The regulations state:
“4.3 (ii) Regional, territorial or topographical origin: provided that the honey comes entirely from the indicated source.”

If your hives are in the centre of a county, then you could obviously label that honey as "your county Honey", but what if your hives are sited very close to the border of another county or even country (England/Wales/Scotland)? Should they be labelled as from multiple sources?

When considering the forage distance of bees when applying to labelling, what distance should be used 1.5 miles, 2 miles I have seen quotes of six miles (extreme?) plus.

Whilst this may be largely academic, if you wanted to label the regional aspect much more locally ie to a town or borough etc, then the forage distance becomes extremely important.

What is everybody's thoughts on this?
 
Often it is obvious where virtually all the foraging is occurring. Planting the hives in the middle of a large field of OSR will almost certainly mean OSR honey in filled supers during that particular flow. Be honest and include the word 'mostly', or similar.

With regards siting, county wise, just say 'from Lincolnshire bees', or wherever, they are based. I am close to Rutland, Northamptonshire and Cambs borders and keep bees in at least two of those. If they fly out of the county, are you expected to know that? It is the blatantly dishonest descriptions which are naughty and attract compaints. If you claim it to be 100% OSR honey and there is other pollen types in abundance in the honey it is easily demonstrated that the claim is wrong. So just describe it honestly and leave room for the minor constituents. Never make a claim that can be disproved.

Regards, RAB
 
I think the regs say the regional description refers to where the honey was harvested. This means where the hive is, so it doesn't matter where the bees fly. (Bees harvest nectar not honey so it's not referring to the foraging at all).
But this can create ambiguities in other scenarios. For example, most beekeepers going to the heather will wait to harvest it until the bees are back home. Should I say "Worcestershire Heather Honey" on the label?
 
"Harvested" I had completely missed that point.

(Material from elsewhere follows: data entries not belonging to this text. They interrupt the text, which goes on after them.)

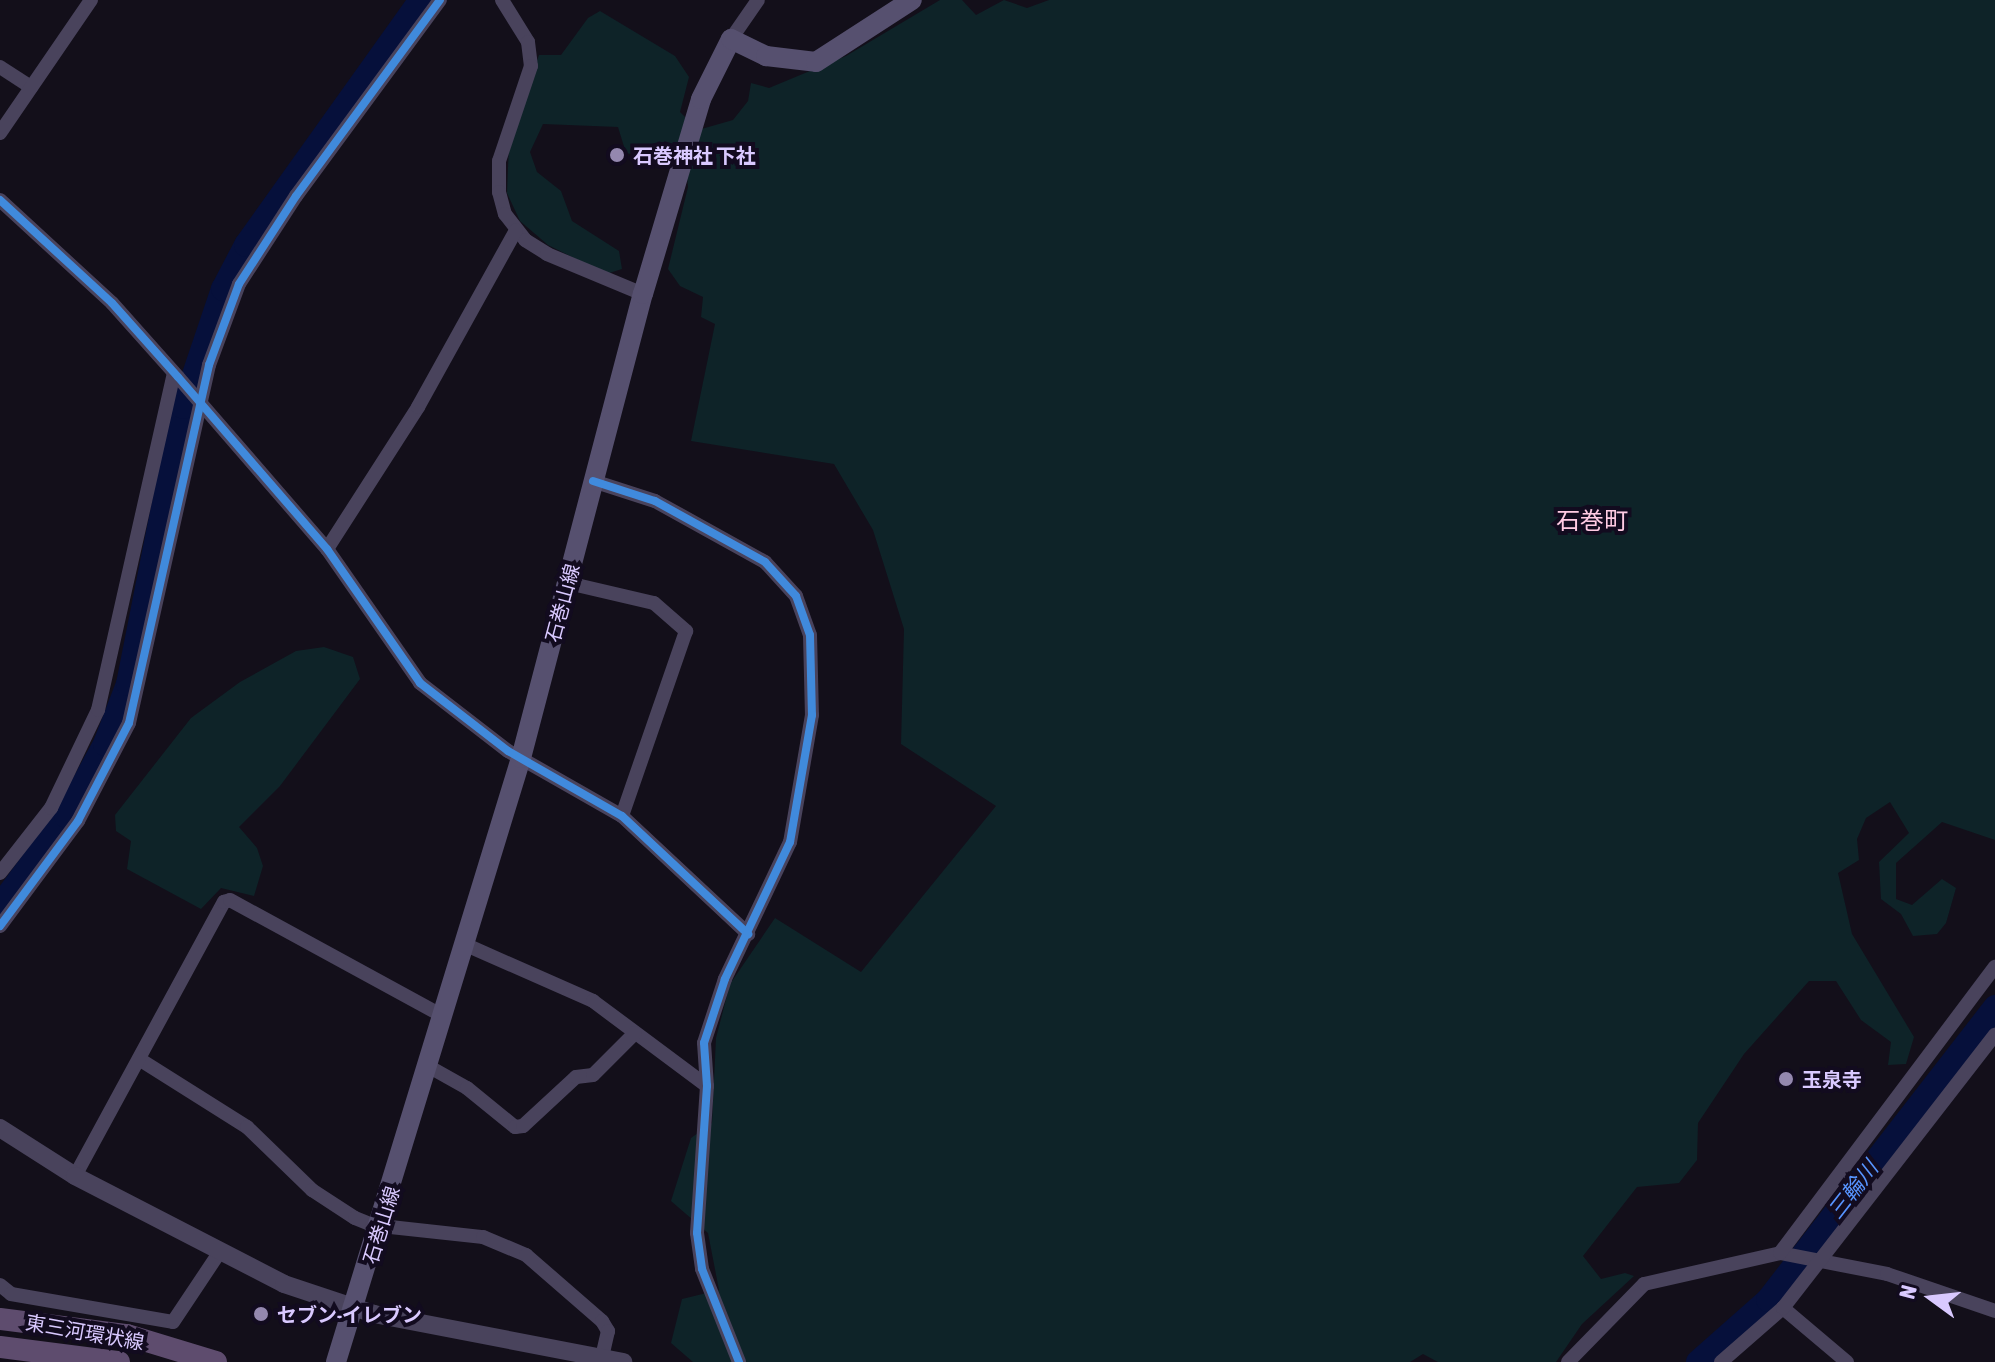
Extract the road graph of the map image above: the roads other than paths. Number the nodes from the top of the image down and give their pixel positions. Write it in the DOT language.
graph roads {
  1 [pos="91,0"];
  2 [pos="440,0"];
  3 [pos="502,0"];
  4 [pos="758,0"];
  5 [pos="912,0"];
  6 [pos="731,39"];
  7 [pos="0,67"];
  8 [pos="31,87"];
  9 [pos="0,133"];
  10 [pos="0,200"];
  11 [pos="516,230"];
  12 [pos="643,294"];
  13 [pos="176,375"];
  14 [pos="199,402"];
  15 [pos="593,481"];
  16 [pos="327,549"];
  17 [pos="568,583"];
  18 [pos="521,758"];
  19 [pos="622,816"];
  20 [pos="0,873"];
  21 [pos="0,926"];
  22 [pos="748,934"];
  23 [pos="464,944"];
  24 [pos="1995,967"];
  25 [pos="441,1015"];
  26 [pos="635,1033"];
  27 [pos="1995,1035"];
  28 [pos="139,1059"];
  29 [pos="426,1065"];
  30 [pos="707,1086"];
  31 [pos="0,1130"];
  32 [pos="75,1176"];
  33 [pos="381,1226"];
  34 [pos="219,1253"];
  35 [pos="1783,1254"];
  36 [pos="1815,1260"];
  37 [pos="0,1285"];
  38 [pos="1783,1308"];
  39 [pos="355,1309"];
  40 [pos="1995,1311"];
  41 [pos="0,1319"];
  42 [pos="0,1347"];
  43 [pos="602,1357"];
  44 [pos="119,1362"];
  45 [pos="216,1362"];
  46 [pos="336,1362"];
  47 [pos="623,1362"];
  48 [pos="739,1362"];
  49 [pos="1568,1362"];
  50 [pos="1721,1362"];
  51 [pos="1847,1362"];
  1 -- 8 [label="street"];
  2 -- 14 [label="street"];
  3 -- 11 [label="street"];
  4 -- 6 [label="street"];
  5 -- 6 [label="main road"];
  6 -- 12 [label="main road, 石巻山線"];
  7 -- 8 [label="street"];
  8 -- 9 [label="street"];
  10 -- 13 [label="street"];
  11 -- 12 [label="street"];
  11 -- 16 [label="street"];
  12 -- 15 [label="main road, 石巻山線"];
  13 -- 14 [label="street"];
  13 -- 20 [label="street"];
  14 -- 16 [label="street"];
  14 -- 21 [label="street"];
  15 -- 17 [label="main road, 石巻山線"];
  15 -- 22 [label="street"];
  16 -- 18 [label="street"];
  17 -- 18 [label="main road, 石巻山線"];
  17 -- 19 [label="street"];
  18 -- 19 [label="street"];
  18 -- 23 [label="main road, 石巻山線"];
  19 -- 22 [label="street"];
  22 -- 30 [label="street"];
  23 -- 25 [label="main road, 石巻山線"];
  23 -- 26 [label="street"];
  24 -- 35 [label="street"];
  25 -- 28 [label="street"];
  25 -- 29 [label="main road, 石巻山線"];
  26 -- 29 [label="street"];
  26 -- 30 [label="street"];
  27 -- 36 [label="street"];
  28 -- 32 [label="street"];
  28 -- 33 [label="street"];
  29 -- 33 [label="main road, 石巻山線"];
  30 -- 48 [label="street"];
  31 -- 32 [label="street"];
  32 -- 34 [label="street"];
  33 -- 39 [label="main road, 石巻山線"];
  33 -- 43 [label="street"];
  34 -- 37 [label="street"];
  34 -- 39 [label="street"];
  35 -- 36 [label="street"];
  35 -- 49 [label="street"];
  36 -- 38 [label="street"];
  36 -- 40 [label="street"];
  38 -- 50 [label="street"];
  38 -- 51 [label="street"];
  39 -- 43 [label="street"];
  39 -- 46 [label="main road, 石巻山線"];
  41 -- 45 [label="main road, 東三河環状線"];
  42 -- 44 [label="main road, 東三河環状線"];
  43 -- 47 [label="street"];
}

Cannot see the wood for the trees syndrome

Thanks for your replies.
 
I wouldn't worry about it. I lable my honey as "Kingsbridge Honey" including the honey I get from OSR which grows several miles outide the town.

The general rules for food are "where it was last processed". This is why you could set up a bottling plant in Italy, buy your olive oil in bulk from Albania and sell it as "Italian Olive Oil" as it would have been bottled in Italy. You most certainly can't do this for honey, but I am sure you could describe the honey based on where the hives are kept.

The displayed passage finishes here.